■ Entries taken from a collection
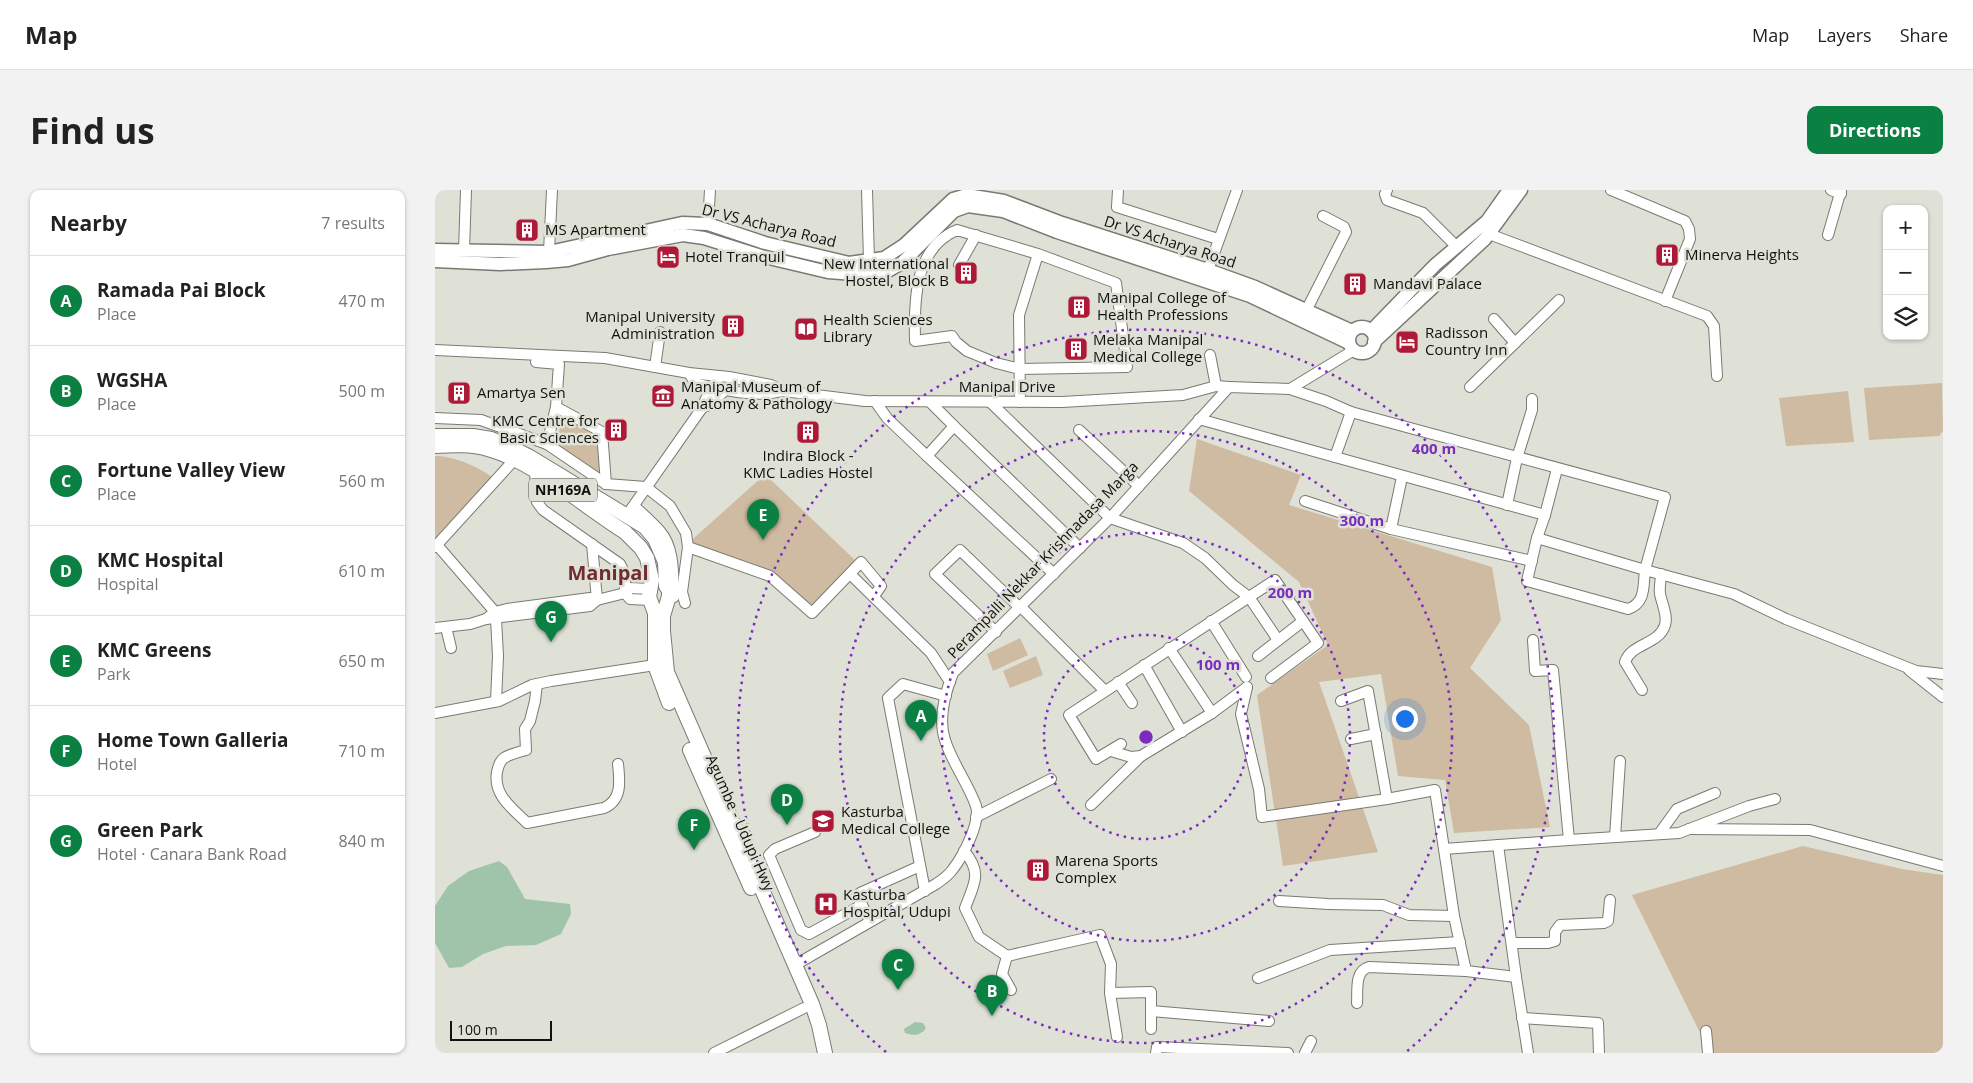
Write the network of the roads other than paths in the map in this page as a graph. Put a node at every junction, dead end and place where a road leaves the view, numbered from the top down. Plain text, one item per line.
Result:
1 (467, 190) edge
2 (552, 190) edge
3 (710, 190) edge
4 (867, 190) edge
5 (1118, 190) edge
6 (1237, 190) edge
7 (1387, 190) edge
8 (1509, 190) edge
9 (1521, 190) edge
10 (1611, 190) edge
11 (1838, 191) edge
12 (1005, 196) edge
13 (1323, 216) dead end
14 (707, 224) junction
15 (1059, 228) junction
16 (1489, 234) junction
17 (1828, 235) dead end
18 (975, 236) junction
19 (1219, 239) junction
20 (765, 243) junction
21 (607, 244) junction
22 (1457, 247) junction
23 (435, 250) edge
24 (464, 251) junction
25 (549, 252) junction
26 (1038, 254) junction
27 (761, 256) junction
28 (869, 260) junction
29 (435, 261) edge
30 (959, 265) dead end
31 (1208, 270) junction
32 (1559, 300) dead end
33 (1665, 301) junction
34 (1306, 311) junction
35 (1494, 319) dead end
36 (660, 332) dead end
37 (1373, 336) junction
38 (1352, 341) junction
39 (1515, 342) junction
40 (435, 350) edge
41 (1211, 355) dead end
42 (536, 362) dead end
43 (655, 367) junction
44 (1020, 369) junction
45 (689, 373) junction
46 (724, 376) junction
47 (1717, 376) dead end
48 (1216, 386) junction
49 (1229, 387) junction
50 (1470, 387) dead end
51 (714, 388) junction
52 (726, 389) junction
53 (1290, 389) junction
54 (783, 391) junction
55 (1532, 400) dead end
56 (875, 401) junction
57 (930, 402) junction
58 (990, 402) junction
59 (1020, 402) junction
60 (555, 406) junction
61 (702, 408) junction
62 (1351, 412) junction
63 (435, 418) edge
64 (1199, 419) junction
65 (954, 426) junction
66 (1079, 430) dead end
67 (435, 436) edge
68 (547, 444) junction
69 (435, 446) edge
70 (927, 456) junction
71 (1335, 457) junction
72 (1517, 458) junction
73 (515, 459) junction
74 (1557, 469) junction
75 (535, 471) junction
76 (1402, 477) junction
77 (606, 484) junction
78 (1139, 486) junction
79 (646, 487) junction
80 (1305, 500) dead end
81 (1507, 505) junction
82 (631, 511) junction
83 (1545, 515) junction
84 (1110, 518) junction
85 (1391, 529) junction
86 (1537, 538) junction
87 (592, 544) junction
88 (436, 546) edge
89 (688, 547) junction
90 (1080, 548) junction
91 (1532, 561) junction
92 (1645, 570) junction
93 (850, 574) junction
94 (1054, 574) junction
95 (1661, 574) junction
96 (625, 593) junction
97 (651, 595) junction
98 (669, 596) junction
99 (874, 596) junction
100 (1249, 597) junction
101 (597, 600) junction
102 (1021, 608) junction
103 (492, 617) junction
104 (1303, 620) junction
105 (1211, 621) junction
106 (446, 627) junction
107 (435, 628) edge
108 (996, 632) junction
109 (1278, 640) junction
110 (1533, 640) dead end
111 (451, 648) dead end
112 (1169, 648) junction
113 (1258, 656) dead end
114 (655, 665) junction
115 (1144, 665) junction
116 (1902, 665) junction
117 (1943, 674) edge
118 (1246, 677) dead end
119 (1271, 678) dead end
120 (950, 682) junction
121 (1119, 682) junction
122 (537, 684) junction
123 (1642, 690) dead end
124 (1105, 691) junction
125 (946, 696) junction
126 (1943, 697) edge
127 (1341, 700) dead end
128 (496, 701) junction
129 (1132, 703) dead end
130 (435, 713) edge
131 (1212, 714) junction
132 (1182, 732) junction
133 (1376, 734) junction
134 (1351, 739) dead end
135 (1121, 744) dead end
136 (1111, 751) junction
137 (1141, 756) junction
138 (1620, 761) dead end
139 (618, 764) dead end
140 (1051, 779) dead end
141 (1715, 793) dead end
142 (1387, 799) junction
143 (1775, 800) dead end
144 (1091, 805) dead end
145 (976, 817) junction
146 (1689, 829) junction
147 (815, 832) dead end
148 (1659, 834) junction
149 (1615, 837) junction
150 (1569, 840) junction
151 (1499, 845) junction
152 (1444, 849) junction
153 (963, 852) junction
154 (920, 866) junction
155 (1943, 866) edge
156 (925, 891) junction
157 (1610, 900) dead end
158 (1279, 901) dead end
159 (862, 905) junction
160 (1454, 916) junction
161 (870, 921) junction
162 (1460, 942) junction
163 (1513, 943) junction
164 (1007, 956) junction
165 (795, 965) junction
166 (1466, 971) junction
167 (1516, 977) junction
168 (1258, 978) dead end
169 (1011, 990) dead end
170 (1110, 993) junction
171 (1357, 1003) dead end
172 (808, 1006) junction
173 (1151, 1011) junction
174 (1523, 1018) junction
175 (1269, 1021) dead end
176 (1151, 1029) dead end
177 (1706, 1031) dead end
178 (1117, 1037) dead end
179 (1311, 1041) dead end
180 (730, 1050) edge
181 (1156, 1050) edge
182 (718, 1052) edge
183 (817, 1053) edge
184 (825, 1053) edge
185 (1288, 1053) edge
186 (1305, 1053) edge
187 (1528, 1053) edge
188 (1599, 1053) edge
189 (1707, 1053) edge

1 - 24 street
2 - 25 street
3 - 14 street
4 - 28 street
5 - 19 street
6 - 19 street
7 - 22 street
8 - 22 main road
9 - 16 main road
10 - 33 street
11 - 17 street
12 - 15 main road, Dr VS Acharya Road
12 - 28 main road, Dr VS Acharya Road
13 - 34 street
14 - 20 main road, Dr VS Acharya Road
14 - 21 main road, Dr VS Acharya Road
15 - 27 main road, Dr VS Acharya Road
15 - 31 main road, Dr VS Acharya Road
15 - 38 main road, Dr VS Acharya Road
16 - 33 street
16 - 37 main road
18 - 26 street
18 - 30 street
18 - 44 street
19 - 31 street
20 - 27 main road
20 - 28 main road, Dr VS Acharya Road
21 - 25 main road, Dr VS Acharya Road
21 - 27 main road, Dr VS Acharya Road
21 - 29 main road, Dr VS Acharya Road
22 - 37 main road
23 - 24 main road, Dr VS Acharya Road
24 - 25 main road, Dr VS Acharya Road
26 - 44 street
26 - 44 street
31 - 34 main road, Dr VS Acharya Road
32 - 39 street
33 - 47 street
34 - 38 main road, Dr VS Acharya Road
35 - 39 street
36 - 43 street
37 - 38 main road
37 - 38 main road
38 - 53 street
39 - 50 street
40 - 43 street
41 - 48 street
42 - 60 street
43 - 45 street
44 - 59 street
45 - 46 street
45 - 51 street
46 - 51 street
46 - 52 street
46 - 54 street
48 - 49 street, Manipal Drive
48 - 59 street, Manipal Drive
49 - 53 street
49 - 64 street, Perampalli Nekkar Krishnadasa Marga
51 - 52 street
51 - 61 street
52 - 54 street
52 - 61 street
53 - 62 street
54 - 56 street, Manipal Drive
55 - 72 street
56 - 57 street, Manipal Drive
56 - 70 street
57 - 58 street, Manipal Drive
57 - 65 street
58 - 59 street, Manipal Drive
58 - 84 street
60 - 68 street
60 - 77 street
61 - 79 street
62 - 71 street
62 - 72 street
63 - 68 street
64 - 71 street
64 - 78 street, Perampalli Nekkar Krishnadasa Marga
65 - 70 street
65 - 90 street
66 - 78 street
67 - 82 highway, NH169A
68 - 77 street
69 - 73 highway, NH169A
70 - 94 street
71 - 76 street
72 - 74 street
72 - 81 street
73 - 75 highway, NH169A
73 - 88 street
74 - 83 street
74 - 92 street
75 - 87 street
75 - 97 highway, NH169A
76 - 81 street
76 - 85 street
77 - 79 street
78 - 84 street, Perampalli Nekkar Krishnadasa Marga
79 - 82 street
79 - 89 street
80 - 85 street
81 - 83 street
82 - 98 highway, NH169A
83 - 86 street
84 - 90 street, Perampalli Nekkar Krishnadasa Marga
84 - 100 street
85 - 91 street
86 - 91 street
86 - 92 street
87 - 96 street
87 - 101 street
88 - 103 street
89 - 93 street
89 - 98 street
90 - 94 street, Perampalli Nekkar Krishnadasa Marga
91 - 92 street
92 - 95 street
93 - 99 street
93 - 99 street
94 - 102 street, Perampalli Nekkar Krishnadasa Marga
95 - 116 street
95 - 123 street
96 - 97 street
96 - 101 street
97 - 98 highway
97 - 98 highway
97 - 114 highway, Agumbe - Udupi Hwy / NH169A
98 - 165 highway, Agumbe - Udupi Hwy / NH169A
99 - 120 street
100 - 104 street
100 - 105 street
100 - 109 street
101 - 103 street
102 - 108 street, Perampalli Nekkar Krishnadasa Marga
102 - 108 street
102 - 124 street
103 - 106 street
103 - 128 street
104 - 109 street
104 - 119 street
105 - 112 street
105 - 118 street
106 - 107 street
106 - 111 street
108 - 120 street, Perampalli Nekkar Krishnadasa Marga
109 - 113 street
110 - 150 street
112 - 115 street
112 - 131 street
114 - 122 street
114 - 172 highway, Agumbe - Udupi Hwy / NH169A
115 - 121 street
115 - 132 street
116 - 117 street
116 - 126 street
120 - 125 street, Perampalli Nekkar Krishnadasa Marga
121 - 124 street
121 - 129 street
122 - 128 street
122 - 139 street
124 - 136 street
125 - 145 street, Perampalli Nekkar Krishnadasa Marga
125 - 154 street
127 - 133 street
128 - 130 street
131 - 132 street
131 - 142 street
132 - 137 street
133 - 134 street
133 - 142 street
135 - 136 street
136 - 137 street
137 - 144 street
138 - 149 street
140 - 145 street
141 - 148 street
142 - 152 street
143 - 146 street
145 - 153 street
146 - 148 street
146 - 155 street
147 - 159 street
148 - 149 street
149 - 150 street
150 - 151 street
151 - 152 street
151 - 163 street
152 - 160 street
153 - 156 street
153 - 164 street
154 - 156 street
154 - 159 street
156 - 161 street
157 - 163 street
158 - 160 street
159 - 161 street
160 - 162 street
161 - 165 street
162 - 166 street
162 - 168 street
163 - 167 street
164 - 169 street
164 - 170 street
165 - 172 highway, Agumbe - Udupi Hwy / NH169A
166 - 167 street
166 - 171 street
167 - 174 street
170 - 173 street
170 - 178 street
172 - 180 street
172 - 183 highway, Agumbe - Udupi Hwy / NH169A
172 - 184 highway, Agumbe - Udupi Hwy / NH169A
173 - 175 street
173 - 176 street
174 - 187 street
174 - 188 street
177 - 189 street
179 - 186 street
180 - 182 street
181 - 185 street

■ Exercise instructions
If a line in the data above contains the string "Udupi", count it; then state only the total.

■ Your response
6